Today, at a press conference to unveil Congresswoman Maxine Waters’ (D-CA), Ranking Member of the Committee on Financial Services, groundbreaking legislation titled the Megabank Accountability and Consequences Act (H.R. 3937), Ranking Member Waters delivered the following remarks:
As Prepared for Delivery
Good afternoon, and welcome.
I would like to thank Representatives Green, Ellison, Kaptur, Sarbanes and Jayapal for being here today. I would also like to recognize the consumer groups in the room, including Americans for Financial Reform, Public Citizen, Allied Progress and the Center for Responsible Lending.

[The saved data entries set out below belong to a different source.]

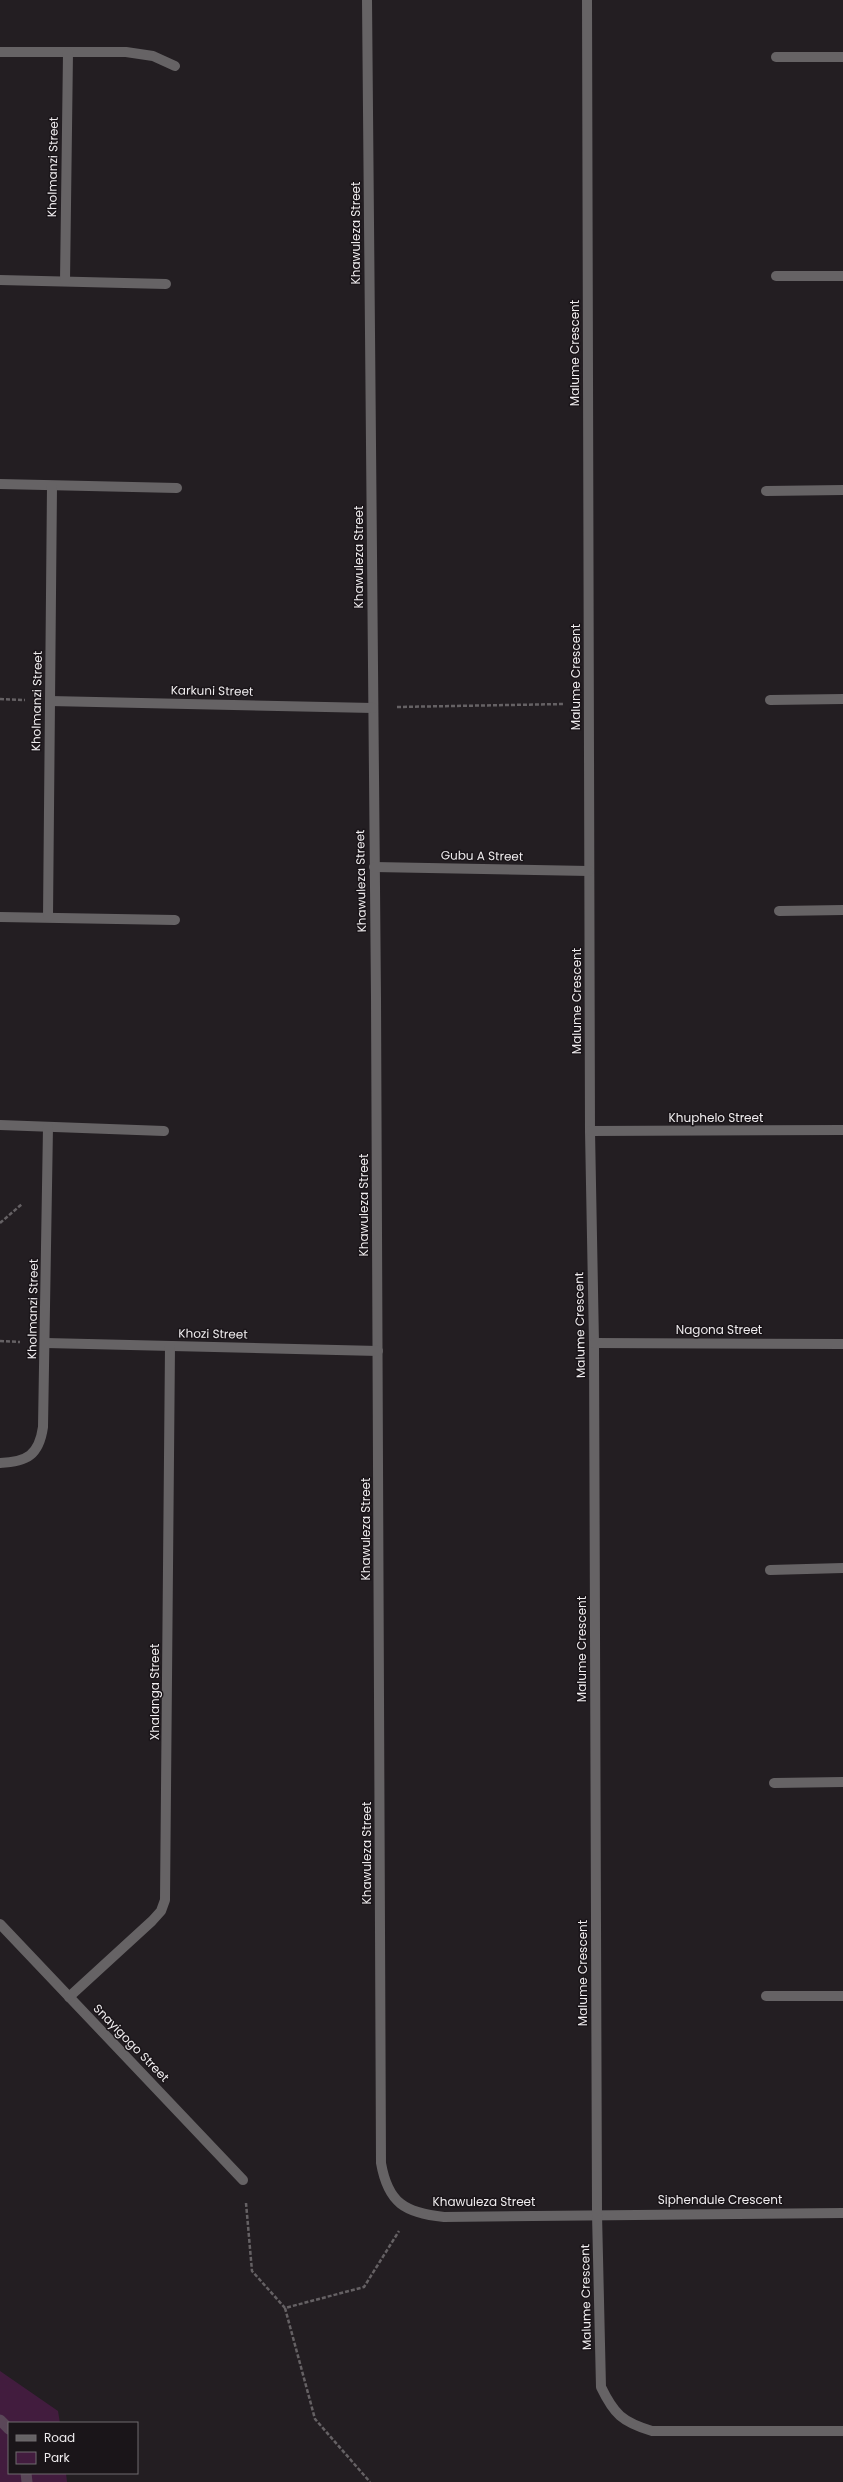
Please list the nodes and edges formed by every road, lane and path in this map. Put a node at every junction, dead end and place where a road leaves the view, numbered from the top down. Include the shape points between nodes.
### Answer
1 (367, 0) edge
2 (587, 0) edge
3 (0, 52) edge
4 (68, 52) junction
5 (843, 56) edge
6 (776, 57) dead end
7 (174, 66) dead end
8 (776, 276) dead end
9 (843, 276) edge
10 (0, 280) edge
11 (65, 281) junction
12 (166, 284) dead end
13 (0, 484) edge
14 (52, 486) junction
15 (177, 488) dead end
16 (843, 490) edge
17 (766, 491) dead end
18 (843, 699) edge
19 (770, 700) dead end
20 (50, 701) junction
21 (589, 704) junction
22 (373, 708) junction
23 (374, 867) junction
24 (589, 871) junction
25 (843, 910) edge
26 (779, 911) dead end
27 (0, 917) edge
28 (48, 918) junction
29 (174, 920) dead end
30 (0, 1125) edge
31 (48, 1127) junction
32 (843, 1130) edge
33 (164, 1131) dead end
34 (590, 1131) junction
35 (46, 1343) junction
36 (594, 1343) junction
37 (843, 1344) edge
38 (170, 1346) junction
39 (378, 1351) junction
40 (0, 1463) edge
41 (843, 1568) edge
42 (770, 1570) dead end
43 (843, 1782) edge
44 (774, 1783) dead end
45 (0, 1924) edge
46 (766, 1996) dead end
47 (843, 1996) edge
48 (69, 1997) junction
49 (243, 2180) joint
50 (412, 2211) junction
51 (843, 2213) edge
52 (597, 2214) junction
53 (286, 2308) junction
54 (843, 2431) edge
55 (370, 2482) edge

1 - 22 street, Khawuleza Street
2 - 21 street, Malume Crescent
3 - 4 street
4 - 7 street via 141,54 153,56
4 - 11 street, Kholmanzi Street
5 - 6 street
8 - 9 street
10 - 11 street
11 - 12 street
13 - 14 street
14 - 15 street
14 - 20 street, Kholmanzi Street
16 - 17 street
18 - 19 street
20 - 22 street, Karkuni Street
20 - 28 street, Kholmanzi Street
21 - 22 path
21 - 24 street, Malume Crescent
22 - 23 street, Khawuleza Street
23 - 24 street, Gubu A Street
23 - 39 street, Khawuleza Street
24 - 34 street, Malume Crescent
25 - 26 street
27 - 28 street
28 - 29 street
30 - 31 street
31 - 33 street
31 - 35 street, Kholmanzi Street
32 - 34 street, Khuphelo Street
34 - 36 street, Malume Crescent
35 - 38 street, Khozi Street
35 - 40 street, Kholmanzi Street via 43,1427 38,1448 24,1460
36 - 37 street, Nagona Street
36 - 52 street, Malume Crescent
38 - 39 street, Khozi Street
38 - 48 street, Xhalanga Street via 165,1900 161,1911 152,1921
39 - 50 street, Khawuleza Street via 381,2163 384,2181 391,2195
41 - 42 street
43 - 44 street
45 - 48 street, Snayigogo Street
46 - 47 street
48 - 49 street, Snayigogo Street
49 - 53 path via 252,2270
50 - 52 street, Khawuleza Street via 444,2217
50 - 53 path via 364,2287
51 - 52 street, Siphendule Crescent
52 - 54 street, Malume Crescent via 601,2387 612,2410 622,2419 652,2431
53 - 55 path via 315,2419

Since we first learned of Wells Fargo’s fraudulent account scandal, in which the bank opened up 3.5 million accounts without the knowledge of their customers, I have made it clear that I believe the bank needs to face real consequences for its deeply harmful behavior. Last week, I released a Democratic staff report examining Wells Fargo’s egregious consumer abuses.
This report is truly eye-opening. It shows that Wells Fargo has made a routine practice of ripping off and preying on their customers, in a seemingly never-ending avalanche of scandals in which servicemembers, minorities, homeowners, small business owners and many other consumers have been targeted and abused by the bank. In addition to the fraudulent account scandal, Wells Fargo has engaged in illegal student loan servicing practices and mortgage lending practices, charged customers for auto insurance policies they did not need, and charged inappropriate checking account overdraft fees.
Yet, the fines that prudential regulators have required Wells Fargo and other megabanks to pay for their wrongdoing have seemingly amounted to simply the cost of doing business. It is clear that steeper penalties need to be used when a megabank demonstrates a pattern of egregious consumer abuse. But the prudential regulators, which have the capability of shutting down a recidivist megabank, have not exercised that capability, even in the most appalling cases of repeated wrongdoing.
So today, I am introducing the Megabank Accountability and Consequences Act to require the federal prudential banking regulators to fully utilize existing authorities—such as the ability to shut down a megabank and ban culpable executives and directors from working in the banking industry—to stop megabanks that clearly and repeatedly engage in practices that harm consumers. The bill also clarifies and enhances the set of tools available to regulators to ensure that megabanks and their executives will be held accountable for repeatedly breaking the law and harming consumers.
The bill gives federal prudential banking regulators 90 days to review the megabanks they supervise that operate in the United States to see if they have engaged in a pattern of repeated law violations that harmed consumers. A megabank is defined in the bill as a global systemically important bank or GSIB. For any megabank determined to have any such violations, the federal prudential banking regulators must, within 120 days of enactment, initiate proceedings available through existing authorities to wind down the bank and bar responsible executives from working at another bank. This process is subject to judicial review, and the federal prudential regulators must testify before Congress to discuss their findings.
Going forward, the bill tasks the Consumer Financial Protection Bureau with issuing regulations to further define what constitutes a pattern or practice of violations of federal consumer protection laws by megabanks that warrants severe penalties, such as restricting certain lines of the bank’s business, removing and banning culpable executives from working at another bank, or winding down the bank. Federal prudential banking regulators must regularly review megabanks under their supervision, in consultation with the Consumer Bureau, and enforce severe penalties on any megabank that engages in a pattern or practice of violations of consumer protection laws.
Importantly, my bill would also enable the Consumer Bureau, states and local government authorities to petition the prudential regulators to hold a hearing on whether a megabank engaged in such consumer abuse. The prudential regulators themselves will now be accountable to Congress and the American public, and have to regularly determine that the megabanks are doing what they are supposed to do—serving their customers and not ripping them off.
The bill also heightens accountability for bank executives and directors. Executives and directors of all megabanks will be required to annually provide a written attestation that they have reviewed the bank’s lines of business and that the megabank is in substantial compliance with all applicable federal consumer protection laws. In addition, megabank executives and directors will be subject to enhanced civil and criminal liability for knowingly violating federal consumer protection laws.
It is time we truly hold megabanks that demonstrate a pattern of harming consumers accountable. These institutions must no longer be allowed to abuse hardworking Americans.
Thank you, and with that, I’m pleased to introduce Congressman Al Green, Ranking Member of the Subcommittee on Oversight and Investigations.